Et Yvan d'aller s'asseoir à une position stratégique du réfectoire pour guetter l'occupant.

L'occupant, comme Yvan l'appelle, ne tarde pas. Le patron, puisque c'est de lui qu'il s'agit, de par ses origines nordiques, qu'Yvan a toujours confondu avec des origines germaniques, quoi que même dans ce cas le qualificatif dont il l'affuble n'est pas vraiment justifié, bref, le patron, qui aime garder le contact avec ses employés, arrive dans le réfectoire et part s'asseoir seul dans un coin. Immédiatement, Yvan se prépare. Il invite son voisin de table à s'écarter de la trajectoire et procède aux derniers réglages. Yvan a vidé son plateau et léché les assiettes, afin d'aller les reposer en début de chaîne et d'alléger le dur labeur des plongeurs. Seul reste le bol de petits pois, intact et plein.

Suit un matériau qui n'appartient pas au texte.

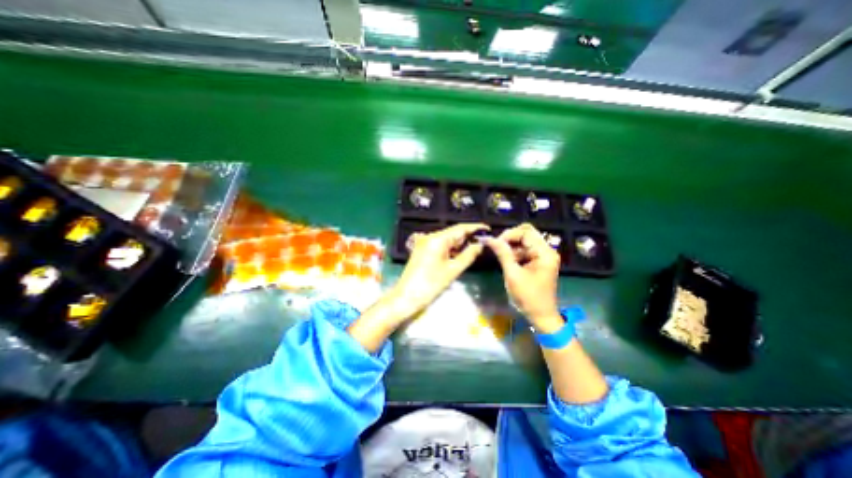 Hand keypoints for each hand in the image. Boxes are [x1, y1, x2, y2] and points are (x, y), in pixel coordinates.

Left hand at [391, 222, 488, 318]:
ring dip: (460, 244)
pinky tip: (459, 254)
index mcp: (438, 239)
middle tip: (484, 242)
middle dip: (468, 237)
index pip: (460, 228)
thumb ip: (469, 255)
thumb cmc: (431, 284)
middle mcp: (430, 236)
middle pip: (453, 233)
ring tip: (475, 249)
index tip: (488, 229)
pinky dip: (451, 249)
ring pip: (447, 239)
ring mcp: (425, 242)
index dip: (475, 228)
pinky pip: (440, 245)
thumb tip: (480, 244)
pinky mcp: (423, 249)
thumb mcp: (453, 270)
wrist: (407, 296)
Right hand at [483, 224, 564, 332]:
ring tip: (501, 255)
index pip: (526, 233)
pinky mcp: (539, 262)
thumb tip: (488, 238)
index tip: (495, 243)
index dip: (509, 235)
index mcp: (544, 253)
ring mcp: (543, 256)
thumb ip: (502, 253)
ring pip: (525, 241)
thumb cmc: (528, 297)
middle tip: (497, 246)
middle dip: (510, 238)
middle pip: (527, 233)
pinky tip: (507, 260)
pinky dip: (515, 252)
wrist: (541, 316)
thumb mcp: (513, 274)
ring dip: (512, 245)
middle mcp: (546, 251)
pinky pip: (526, 250) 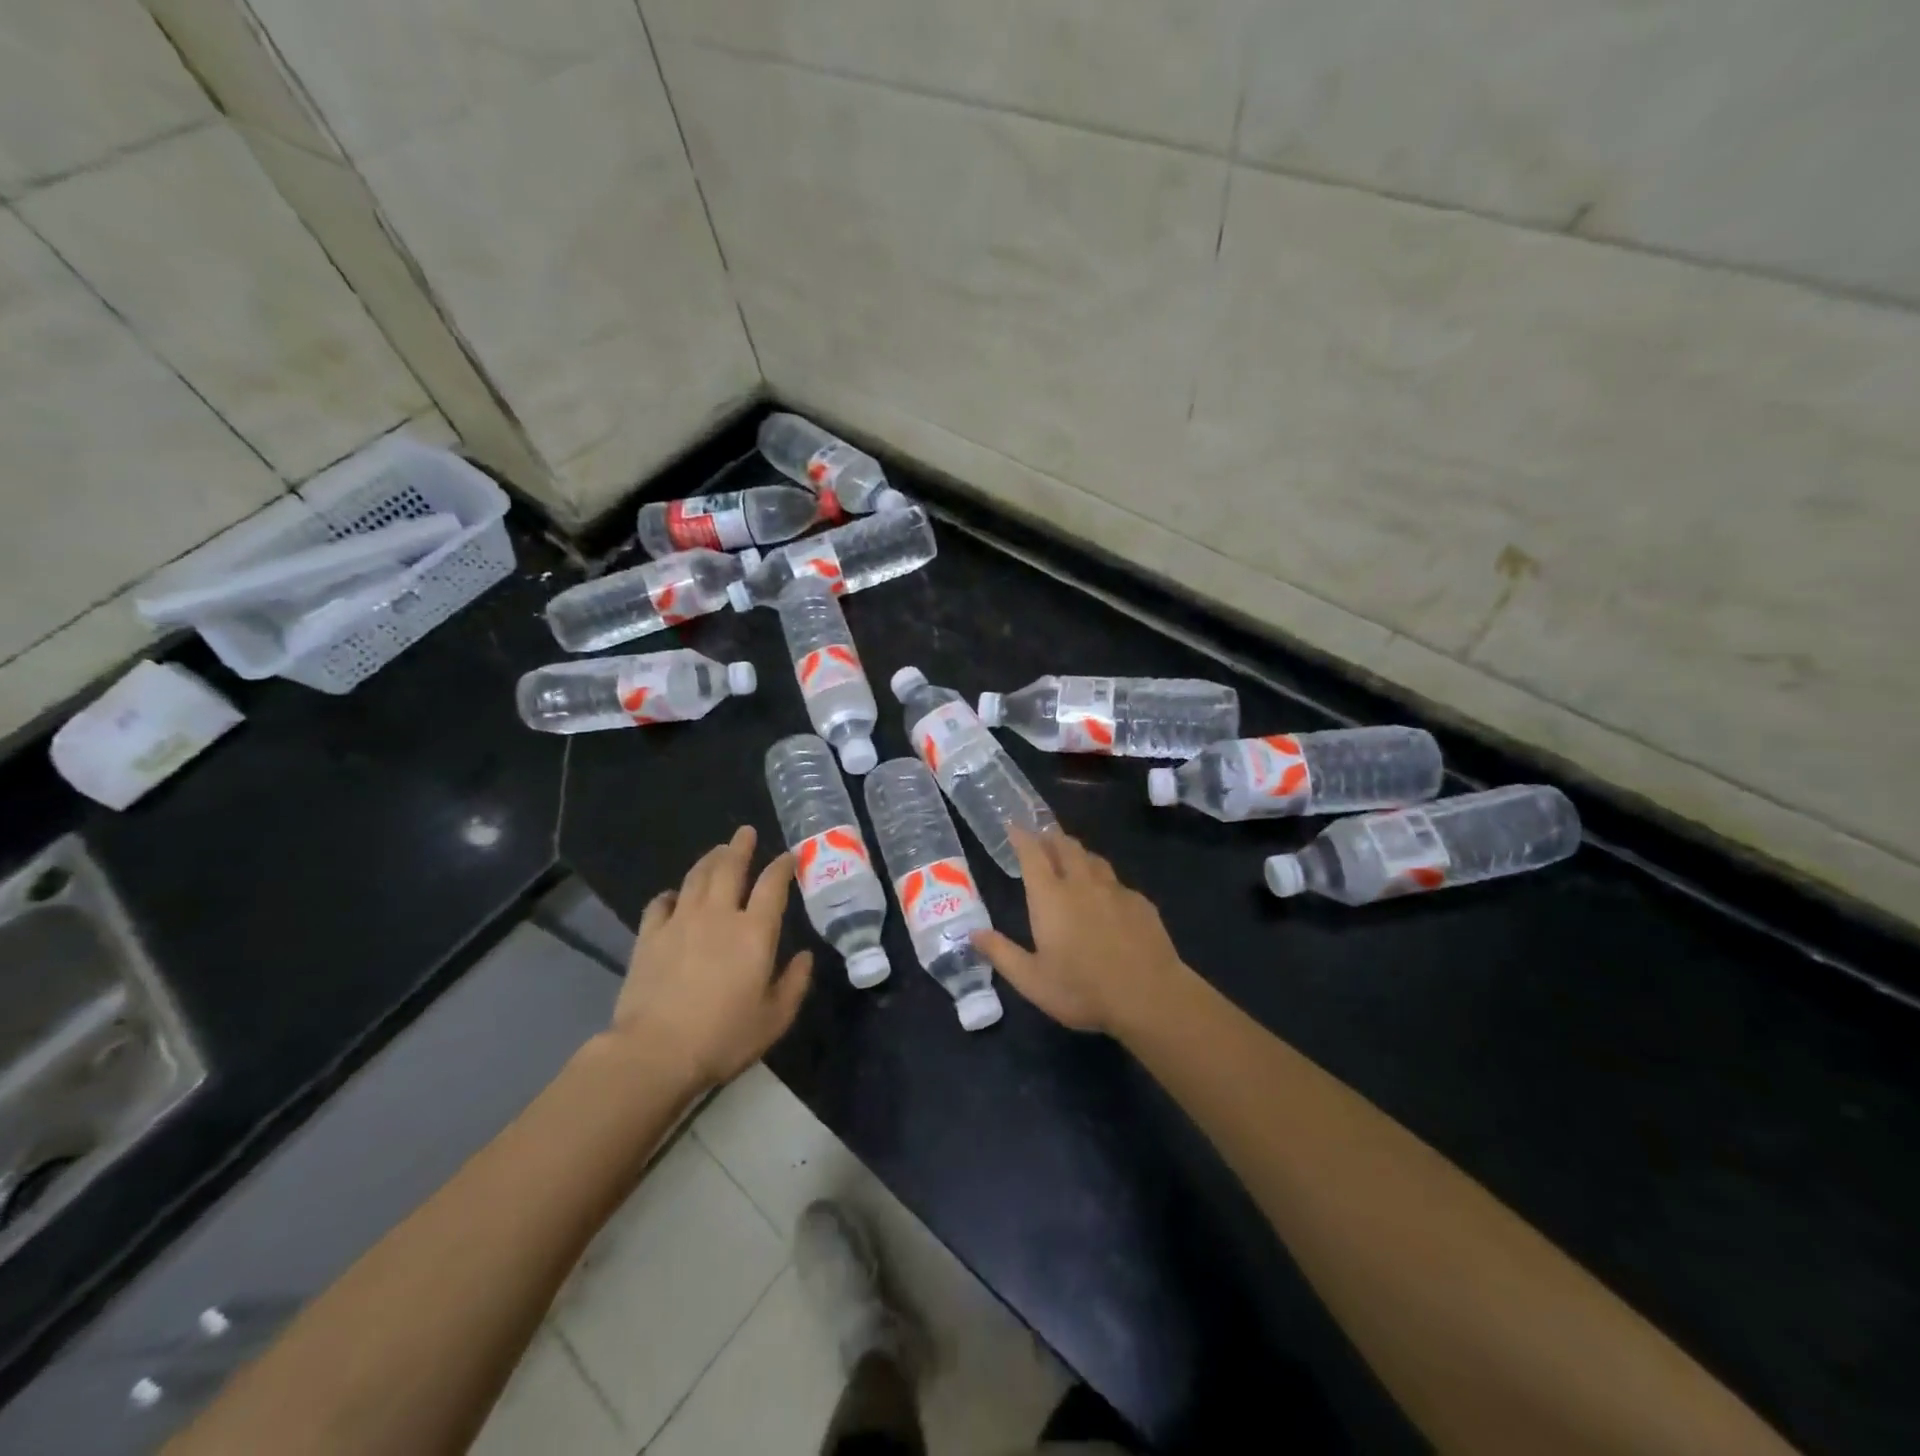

Yvan se saisit d'une première graine et la place dans le creux de la cuillère reposant dans son assiette rutilante. Puis, d'un geste qu'il espère négligeant, il laisse tomber son bras avec une force mesurée afin que le pois aille s'écraser sur le visage de son patron. Un tir magnifique qui plonge directement par la fenêtre pour atteindre l'oeil d'un ouvrier des cuisines qui lâche alors la caisse qu'il décharge du camion pour s'écraser les pieds dans un hurlement indigne des cadres qui se restaurent plus haut. Après une petite rectification, le second tir est le bon, et s'échoue dans l'oreille du patron. Fort de cette réussite, Yvan recharge et les pois pleuvent.

Le patron, dont le dessert, une île flottante, est recouverte de petits pois, lui qui l'aime tellement, craque. Il se met à pleurer et vient s'agenouiller devant son employé.
- Mais enfin qu'est-ce que je vous ai fait ? Vous avez toutes les libertés du monde et vous continuez de vous en prendre à moi.
- Insinuez-vous que je sois ingrat ?
- Non mais enfin oui peut-être.
- C'est vrai, j'ai un peu pris, mais c'est très indélicat de parler de son poids à une femme.
- Mais vous n'êtes pas...
- Et vous me voulez quoi ?
- Que vous arrêtiez de lancer vos petits pois sur moi, pitié, je voudrais...
- C'est très indélicat de parler de son pois à une femme, vous savez.
- Mais que ?
- Même si c'est pour dire qu'il est petit, et je vous remercie.
- Et bien, euh, d'accord, alors c'est bon, je peux retourner manger ?
- Non, restez encore un peu.
- Mais vous voulez quoi ?
- Une augmentation !
- Je vous en ai accordé une hier déjà, et une autre le jour précédent ! Et le jour d'avant si je me souviens bien...
- Menteur ! Assassin ! Le jour d'avant c'était le week-end. Je veux vingt pourcent de plus.
- D'accord, mais vous me laissez tranquille. Vous avez déjà rempli mon dessert de légumes.
- C'était quoi ?
- Une île flottante, peu importe, allez-vous arrêter ?
- Peut-être, si vous arrêtez de faire du chantage.
- Oui, promis. Ca vous va ?
- D'accord.
Le patron se relève et s'apprête à aller réintégrer son siège. Mais il est interrompu par un pois qui vient se loger dans son col et s'écraser dans sa chemise au premier mouvement. Il se tourne vers un Yvan souriant.
- Et je veux votre dessert.
Le patron récupère son plateau, offre son dessert à Yvan, et quitte la pièce sans plus tarder. Yvan, déçu de n'avoir pu vider son chargeur (le bol est encore à moitié plein), attrape sa serviette et y emballe les pois restant. Plus tard, dans la journée, ils lui seront bien utiles. Comme tous les jours.